**Exercise aim:**
Check every line of the entries below for the word "Dilband", and copy the ones that have it.

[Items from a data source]
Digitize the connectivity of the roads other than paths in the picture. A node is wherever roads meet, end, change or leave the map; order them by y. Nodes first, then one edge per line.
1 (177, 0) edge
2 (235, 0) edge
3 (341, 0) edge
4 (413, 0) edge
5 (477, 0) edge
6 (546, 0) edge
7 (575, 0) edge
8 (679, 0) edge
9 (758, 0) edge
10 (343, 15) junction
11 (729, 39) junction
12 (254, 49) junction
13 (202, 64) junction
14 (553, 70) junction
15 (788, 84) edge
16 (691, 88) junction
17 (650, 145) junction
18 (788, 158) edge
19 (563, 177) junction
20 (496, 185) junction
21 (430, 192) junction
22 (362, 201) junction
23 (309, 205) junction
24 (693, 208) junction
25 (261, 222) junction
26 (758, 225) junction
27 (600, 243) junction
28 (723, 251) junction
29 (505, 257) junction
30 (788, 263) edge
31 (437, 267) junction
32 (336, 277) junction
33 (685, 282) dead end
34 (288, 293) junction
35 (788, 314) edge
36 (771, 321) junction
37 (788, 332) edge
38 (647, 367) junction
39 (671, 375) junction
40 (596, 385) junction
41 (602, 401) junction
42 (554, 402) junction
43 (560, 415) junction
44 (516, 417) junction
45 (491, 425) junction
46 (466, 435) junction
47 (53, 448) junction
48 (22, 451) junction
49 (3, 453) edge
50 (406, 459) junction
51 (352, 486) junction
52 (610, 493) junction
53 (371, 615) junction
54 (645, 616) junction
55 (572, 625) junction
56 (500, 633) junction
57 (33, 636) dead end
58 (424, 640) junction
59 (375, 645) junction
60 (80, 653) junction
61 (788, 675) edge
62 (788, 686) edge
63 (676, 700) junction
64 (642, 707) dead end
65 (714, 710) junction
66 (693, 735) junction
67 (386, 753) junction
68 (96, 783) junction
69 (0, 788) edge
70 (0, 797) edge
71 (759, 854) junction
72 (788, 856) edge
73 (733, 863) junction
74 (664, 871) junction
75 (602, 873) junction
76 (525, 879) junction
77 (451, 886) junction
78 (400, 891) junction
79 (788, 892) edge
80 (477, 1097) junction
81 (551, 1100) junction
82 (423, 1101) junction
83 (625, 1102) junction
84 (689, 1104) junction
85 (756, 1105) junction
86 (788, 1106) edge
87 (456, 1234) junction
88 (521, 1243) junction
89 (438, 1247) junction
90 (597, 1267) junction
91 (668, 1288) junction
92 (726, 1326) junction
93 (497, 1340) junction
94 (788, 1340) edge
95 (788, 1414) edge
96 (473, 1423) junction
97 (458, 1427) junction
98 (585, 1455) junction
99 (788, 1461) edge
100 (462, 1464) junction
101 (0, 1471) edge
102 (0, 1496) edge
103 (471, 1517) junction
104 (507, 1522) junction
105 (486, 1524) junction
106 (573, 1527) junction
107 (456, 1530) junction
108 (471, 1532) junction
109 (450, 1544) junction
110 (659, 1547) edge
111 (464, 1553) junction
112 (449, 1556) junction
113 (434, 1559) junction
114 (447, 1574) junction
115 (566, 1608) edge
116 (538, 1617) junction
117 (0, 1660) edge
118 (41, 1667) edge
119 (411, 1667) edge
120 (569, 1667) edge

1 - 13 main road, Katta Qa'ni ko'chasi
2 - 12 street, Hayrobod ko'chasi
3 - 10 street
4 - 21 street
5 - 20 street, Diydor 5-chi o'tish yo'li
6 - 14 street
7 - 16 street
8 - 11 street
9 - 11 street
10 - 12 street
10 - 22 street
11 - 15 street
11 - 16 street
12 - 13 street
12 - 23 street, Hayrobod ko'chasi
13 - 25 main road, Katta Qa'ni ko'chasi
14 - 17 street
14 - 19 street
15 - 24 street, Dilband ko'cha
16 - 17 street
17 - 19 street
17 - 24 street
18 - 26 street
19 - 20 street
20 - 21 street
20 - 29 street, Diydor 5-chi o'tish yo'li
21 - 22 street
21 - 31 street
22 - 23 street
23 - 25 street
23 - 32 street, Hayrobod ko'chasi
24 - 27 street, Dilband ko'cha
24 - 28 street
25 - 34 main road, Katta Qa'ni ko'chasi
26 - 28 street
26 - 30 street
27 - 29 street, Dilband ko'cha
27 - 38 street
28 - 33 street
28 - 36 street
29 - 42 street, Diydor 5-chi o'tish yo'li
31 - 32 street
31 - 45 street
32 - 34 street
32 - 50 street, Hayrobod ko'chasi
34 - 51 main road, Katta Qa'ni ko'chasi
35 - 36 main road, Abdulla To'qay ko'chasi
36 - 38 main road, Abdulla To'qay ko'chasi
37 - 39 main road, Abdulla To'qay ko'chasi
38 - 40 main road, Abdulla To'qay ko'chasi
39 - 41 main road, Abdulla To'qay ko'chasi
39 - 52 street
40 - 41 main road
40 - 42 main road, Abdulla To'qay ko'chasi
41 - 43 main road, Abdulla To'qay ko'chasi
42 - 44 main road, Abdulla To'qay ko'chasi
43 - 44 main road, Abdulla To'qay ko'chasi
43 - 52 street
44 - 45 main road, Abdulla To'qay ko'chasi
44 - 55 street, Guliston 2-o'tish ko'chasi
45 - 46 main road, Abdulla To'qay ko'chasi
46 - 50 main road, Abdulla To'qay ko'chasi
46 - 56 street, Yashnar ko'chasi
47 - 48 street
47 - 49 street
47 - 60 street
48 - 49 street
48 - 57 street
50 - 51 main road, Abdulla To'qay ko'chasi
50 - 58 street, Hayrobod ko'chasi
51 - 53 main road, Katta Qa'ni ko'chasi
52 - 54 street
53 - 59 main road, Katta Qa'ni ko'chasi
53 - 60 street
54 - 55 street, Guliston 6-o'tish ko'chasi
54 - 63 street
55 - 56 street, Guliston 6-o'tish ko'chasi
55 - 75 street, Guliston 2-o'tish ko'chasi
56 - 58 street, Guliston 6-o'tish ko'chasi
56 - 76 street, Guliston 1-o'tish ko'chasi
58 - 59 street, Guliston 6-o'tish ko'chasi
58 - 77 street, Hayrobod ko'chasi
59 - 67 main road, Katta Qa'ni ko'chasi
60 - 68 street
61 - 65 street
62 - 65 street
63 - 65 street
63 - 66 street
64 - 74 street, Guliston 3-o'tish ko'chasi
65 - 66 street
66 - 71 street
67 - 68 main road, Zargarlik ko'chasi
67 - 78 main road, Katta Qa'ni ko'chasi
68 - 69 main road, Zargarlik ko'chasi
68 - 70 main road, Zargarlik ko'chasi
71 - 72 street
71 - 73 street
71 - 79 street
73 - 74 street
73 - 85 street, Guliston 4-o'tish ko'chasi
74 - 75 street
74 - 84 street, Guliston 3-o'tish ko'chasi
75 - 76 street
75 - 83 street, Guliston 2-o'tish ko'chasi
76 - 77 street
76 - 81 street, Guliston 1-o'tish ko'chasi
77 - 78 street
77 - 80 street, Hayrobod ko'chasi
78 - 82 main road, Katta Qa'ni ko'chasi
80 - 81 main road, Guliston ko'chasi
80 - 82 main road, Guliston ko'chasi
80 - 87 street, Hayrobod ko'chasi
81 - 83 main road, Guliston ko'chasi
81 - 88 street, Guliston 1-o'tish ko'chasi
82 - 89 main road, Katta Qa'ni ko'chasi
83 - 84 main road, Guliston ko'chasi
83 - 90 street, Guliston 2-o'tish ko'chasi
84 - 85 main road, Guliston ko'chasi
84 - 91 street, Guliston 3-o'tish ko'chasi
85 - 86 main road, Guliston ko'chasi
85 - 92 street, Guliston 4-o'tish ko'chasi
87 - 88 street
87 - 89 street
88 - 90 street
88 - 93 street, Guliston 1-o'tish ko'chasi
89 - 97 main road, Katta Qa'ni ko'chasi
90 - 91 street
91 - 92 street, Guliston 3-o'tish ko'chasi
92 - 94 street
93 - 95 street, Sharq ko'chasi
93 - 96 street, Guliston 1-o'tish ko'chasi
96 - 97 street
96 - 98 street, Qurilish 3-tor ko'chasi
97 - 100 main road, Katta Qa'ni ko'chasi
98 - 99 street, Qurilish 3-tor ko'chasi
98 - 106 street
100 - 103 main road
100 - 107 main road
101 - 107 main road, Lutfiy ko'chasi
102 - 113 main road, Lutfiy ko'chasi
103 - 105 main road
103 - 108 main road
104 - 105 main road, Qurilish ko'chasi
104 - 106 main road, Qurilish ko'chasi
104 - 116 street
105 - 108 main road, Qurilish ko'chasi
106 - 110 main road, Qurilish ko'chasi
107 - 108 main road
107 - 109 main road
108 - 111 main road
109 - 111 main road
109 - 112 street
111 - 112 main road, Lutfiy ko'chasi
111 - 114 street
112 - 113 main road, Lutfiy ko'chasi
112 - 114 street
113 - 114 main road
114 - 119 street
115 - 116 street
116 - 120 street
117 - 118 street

**Your solution:**
15 - 24 street, Dilband ko'cha
24 - 27 street, Dilband ko'cha
27 - 29 street, Dilband ko'cha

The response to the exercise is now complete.